Task instructions: From the data, copy out every line in which the word "nodes" appears.

Records shown:

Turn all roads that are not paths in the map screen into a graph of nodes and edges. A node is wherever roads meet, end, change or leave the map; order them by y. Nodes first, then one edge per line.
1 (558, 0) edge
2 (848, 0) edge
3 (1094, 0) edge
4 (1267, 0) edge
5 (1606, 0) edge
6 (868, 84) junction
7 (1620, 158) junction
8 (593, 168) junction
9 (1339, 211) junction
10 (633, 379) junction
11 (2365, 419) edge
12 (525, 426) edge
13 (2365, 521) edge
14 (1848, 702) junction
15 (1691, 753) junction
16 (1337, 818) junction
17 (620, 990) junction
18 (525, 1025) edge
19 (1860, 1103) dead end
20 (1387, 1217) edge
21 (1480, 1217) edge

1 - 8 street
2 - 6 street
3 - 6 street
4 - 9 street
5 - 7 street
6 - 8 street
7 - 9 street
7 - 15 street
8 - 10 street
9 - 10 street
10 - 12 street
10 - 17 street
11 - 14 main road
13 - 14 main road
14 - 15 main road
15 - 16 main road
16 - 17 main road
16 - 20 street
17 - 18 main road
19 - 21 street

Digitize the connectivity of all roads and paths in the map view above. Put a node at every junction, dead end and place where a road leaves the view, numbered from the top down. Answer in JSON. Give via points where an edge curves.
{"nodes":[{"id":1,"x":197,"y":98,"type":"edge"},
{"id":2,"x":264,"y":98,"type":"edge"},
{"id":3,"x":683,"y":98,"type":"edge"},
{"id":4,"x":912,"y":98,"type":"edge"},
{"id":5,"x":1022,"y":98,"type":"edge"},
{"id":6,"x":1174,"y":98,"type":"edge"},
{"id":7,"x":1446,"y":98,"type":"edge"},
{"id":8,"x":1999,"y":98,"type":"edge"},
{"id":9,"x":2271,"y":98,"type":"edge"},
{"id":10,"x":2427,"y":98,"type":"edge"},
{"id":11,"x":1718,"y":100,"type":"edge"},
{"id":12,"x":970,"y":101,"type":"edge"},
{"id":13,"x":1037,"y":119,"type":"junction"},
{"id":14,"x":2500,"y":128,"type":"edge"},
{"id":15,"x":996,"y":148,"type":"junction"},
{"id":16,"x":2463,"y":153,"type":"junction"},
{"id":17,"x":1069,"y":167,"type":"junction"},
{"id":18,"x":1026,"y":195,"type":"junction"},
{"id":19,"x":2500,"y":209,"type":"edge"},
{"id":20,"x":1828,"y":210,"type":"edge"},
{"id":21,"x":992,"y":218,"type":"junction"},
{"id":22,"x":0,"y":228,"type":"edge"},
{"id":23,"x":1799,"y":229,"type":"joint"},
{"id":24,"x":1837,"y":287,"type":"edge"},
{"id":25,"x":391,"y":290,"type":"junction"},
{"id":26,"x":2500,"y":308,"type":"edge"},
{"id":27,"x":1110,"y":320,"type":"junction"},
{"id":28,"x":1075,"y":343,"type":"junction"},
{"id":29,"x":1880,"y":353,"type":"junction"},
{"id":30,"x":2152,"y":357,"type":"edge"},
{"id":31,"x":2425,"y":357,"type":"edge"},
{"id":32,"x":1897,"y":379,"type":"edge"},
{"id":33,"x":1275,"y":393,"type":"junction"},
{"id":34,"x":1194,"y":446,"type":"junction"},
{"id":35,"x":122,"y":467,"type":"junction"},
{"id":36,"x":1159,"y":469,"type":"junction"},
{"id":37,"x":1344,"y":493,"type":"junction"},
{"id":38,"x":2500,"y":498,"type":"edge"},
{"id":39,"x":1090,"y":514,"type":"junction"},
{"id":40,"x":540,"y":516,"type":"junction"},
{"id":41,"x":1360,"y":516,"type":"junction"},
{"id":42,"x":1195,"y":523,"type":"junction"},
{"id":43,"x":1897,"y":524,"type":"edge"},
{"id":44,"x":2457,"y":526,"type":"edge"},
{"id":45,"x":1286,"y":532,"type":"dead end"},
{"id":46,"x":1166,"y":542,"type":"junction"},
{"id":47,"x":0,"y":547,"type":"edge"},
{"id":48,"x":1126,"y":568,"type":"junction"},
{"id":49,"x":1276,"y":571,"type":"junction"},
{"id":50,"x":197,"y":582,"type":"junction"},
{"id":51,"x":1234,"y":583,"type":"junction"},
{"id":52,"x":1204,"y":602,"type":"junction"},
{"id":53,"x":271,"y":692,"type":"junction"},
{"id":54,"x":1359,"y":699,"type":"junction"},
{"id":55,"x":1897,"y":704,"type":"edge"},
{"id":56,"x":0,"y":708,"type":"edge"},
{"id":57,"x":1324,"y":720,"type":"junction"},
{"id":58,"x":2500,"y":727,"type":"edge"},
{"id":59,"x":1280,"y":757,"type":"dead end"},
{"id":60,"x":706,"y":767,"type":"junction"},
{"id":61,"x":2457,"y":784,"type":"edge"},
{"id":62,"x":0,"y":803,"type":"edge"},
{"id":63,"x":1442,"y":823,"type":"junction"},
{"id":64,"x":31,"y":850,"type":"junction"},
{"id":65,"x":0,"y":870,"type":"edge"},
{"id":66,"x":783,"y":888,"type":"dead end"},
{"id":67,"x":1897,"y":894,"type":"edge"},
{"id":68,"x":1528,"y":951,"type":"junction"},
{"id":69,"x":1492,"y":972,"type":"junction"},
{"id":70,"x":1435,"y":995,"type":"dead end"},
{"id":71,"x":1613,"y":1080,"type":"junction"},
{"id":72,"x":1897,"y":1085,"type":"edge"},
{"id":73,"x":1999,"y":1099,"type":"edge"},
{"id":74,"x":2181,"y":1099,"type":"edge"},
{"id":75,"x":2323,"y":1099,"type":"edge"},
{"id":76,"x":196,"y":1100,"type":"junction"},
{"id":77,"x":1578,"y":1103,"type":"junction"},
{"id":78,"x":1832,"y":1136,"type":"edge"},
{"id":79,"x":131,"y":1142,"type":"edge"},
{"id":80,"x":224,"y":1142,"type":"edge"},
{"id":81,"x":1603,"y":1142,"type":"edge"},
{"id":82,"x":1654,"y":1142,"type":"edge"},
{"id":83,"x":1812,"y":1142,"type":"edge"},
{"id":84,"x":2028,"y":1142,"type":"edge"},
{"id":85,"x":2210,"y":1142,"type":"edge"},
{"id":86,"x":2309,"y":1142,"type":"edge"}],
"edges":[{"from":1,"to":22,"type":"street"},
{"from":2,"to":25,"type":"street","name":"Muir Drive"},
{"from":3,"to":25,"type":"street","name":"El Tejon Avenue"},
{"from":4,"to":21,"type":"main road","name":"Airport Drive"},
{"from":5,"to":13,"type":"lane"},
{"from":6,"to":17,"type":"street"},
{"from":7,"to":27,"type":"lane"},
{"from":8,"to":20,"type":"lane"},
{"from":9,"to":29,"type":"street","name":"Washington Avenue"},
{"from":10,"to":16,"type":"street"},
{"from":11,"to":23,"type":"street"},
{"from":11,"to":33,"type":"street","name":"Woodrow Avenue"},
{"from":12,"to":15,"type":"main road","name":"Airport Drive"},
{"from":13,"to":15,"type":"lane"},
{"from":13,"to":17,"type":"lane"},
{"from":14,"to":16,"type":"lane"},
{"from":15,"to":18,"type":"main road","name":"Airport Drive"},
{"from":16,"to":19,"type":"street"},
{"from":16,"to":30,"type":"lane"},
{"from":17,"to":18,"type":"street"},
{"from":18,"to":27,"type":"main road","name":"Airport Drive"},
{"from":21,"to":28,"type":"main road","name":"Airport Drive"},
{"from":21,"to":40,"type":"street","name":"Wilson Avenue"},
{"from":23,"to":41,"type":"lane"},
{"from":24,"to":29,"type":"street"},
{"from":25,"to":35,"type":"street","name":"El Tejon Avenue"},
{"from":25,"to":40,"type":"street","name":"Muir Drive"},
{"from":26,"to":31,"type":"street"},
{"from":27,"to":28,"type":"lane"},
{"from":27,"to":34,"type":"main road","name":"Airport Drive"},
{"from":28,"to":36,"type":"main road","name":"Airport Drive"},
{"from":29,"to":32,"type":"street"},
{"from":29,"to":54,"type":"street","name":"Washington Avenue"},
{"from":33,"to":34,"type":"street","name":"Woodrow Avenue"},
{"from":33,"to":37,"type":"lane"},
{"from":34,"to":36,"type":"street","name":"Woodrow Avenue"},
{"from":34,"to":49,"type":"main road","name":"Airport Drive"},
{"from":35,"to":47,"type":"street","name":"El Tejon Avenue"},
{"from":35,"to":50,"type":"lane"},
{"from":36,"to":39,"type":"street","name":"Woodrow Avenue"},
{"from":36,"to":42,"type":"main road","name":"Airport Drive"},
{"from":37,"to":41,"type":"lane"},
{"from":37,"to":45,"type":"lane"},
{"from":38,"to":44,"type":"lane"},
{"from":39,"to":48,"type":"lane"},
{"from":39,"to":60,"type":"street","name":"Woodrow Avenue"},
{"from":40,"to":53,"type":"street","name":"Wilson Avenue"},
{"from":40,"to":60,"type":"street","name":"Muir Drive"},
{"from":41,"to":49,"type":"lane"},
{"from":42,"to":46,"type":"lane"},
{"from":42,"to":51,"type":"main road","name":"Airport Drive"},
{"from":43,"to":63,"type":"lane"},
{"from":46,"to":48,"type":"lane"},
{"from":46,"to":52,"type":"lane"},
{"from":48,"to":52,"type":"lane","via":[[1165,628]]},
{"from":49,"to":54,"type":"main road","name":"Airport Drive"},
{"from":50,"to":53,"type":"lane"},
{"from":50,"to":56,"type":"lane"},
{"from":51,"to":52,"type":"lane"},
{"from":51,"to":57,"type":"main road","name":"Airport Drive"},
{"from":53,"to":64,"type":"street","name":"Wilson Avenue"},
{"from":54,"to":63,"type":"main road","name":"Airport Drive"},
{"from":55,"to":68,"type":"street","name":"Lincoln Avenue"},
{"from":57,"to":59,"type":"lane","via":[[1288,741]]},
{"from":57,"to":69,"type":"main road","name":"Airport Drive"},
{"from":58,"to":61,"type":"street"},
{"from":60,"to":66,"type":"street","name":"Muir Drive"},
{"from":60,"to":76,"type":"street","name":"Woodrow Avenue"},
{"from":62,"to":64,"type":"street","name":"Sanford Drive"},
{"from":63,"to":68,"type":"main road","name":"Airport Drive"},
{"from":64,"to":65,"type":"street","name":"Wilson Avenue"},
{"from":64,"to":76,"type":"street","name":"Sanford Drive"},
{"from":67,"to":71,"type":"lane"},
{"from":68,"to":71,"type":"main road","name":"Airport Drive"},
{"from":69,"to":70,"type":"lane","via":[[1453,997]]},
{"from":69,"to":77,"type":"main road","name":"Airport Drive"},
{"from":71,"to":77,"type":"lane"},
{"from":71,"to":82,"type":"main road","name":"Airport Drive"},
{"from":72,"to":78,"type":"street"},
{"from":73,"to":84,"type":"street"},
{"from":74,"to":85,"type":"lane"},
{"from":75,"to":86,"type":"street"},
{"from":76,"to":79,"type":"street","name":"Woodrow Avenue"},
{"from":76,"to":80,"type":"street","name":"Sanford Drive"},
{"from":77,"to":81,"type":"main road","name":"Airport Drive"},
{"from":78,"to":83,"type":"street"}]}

Answer box:
Turn all roads that are not paths in the map screen into a graph of nodes and edges. A node is wherever roads meet, end, change or leave the map; order them by y. Nodes first, then one edge per line.
{"nodes":[{"id":1,"x":197,"y":98,"type":"edge"},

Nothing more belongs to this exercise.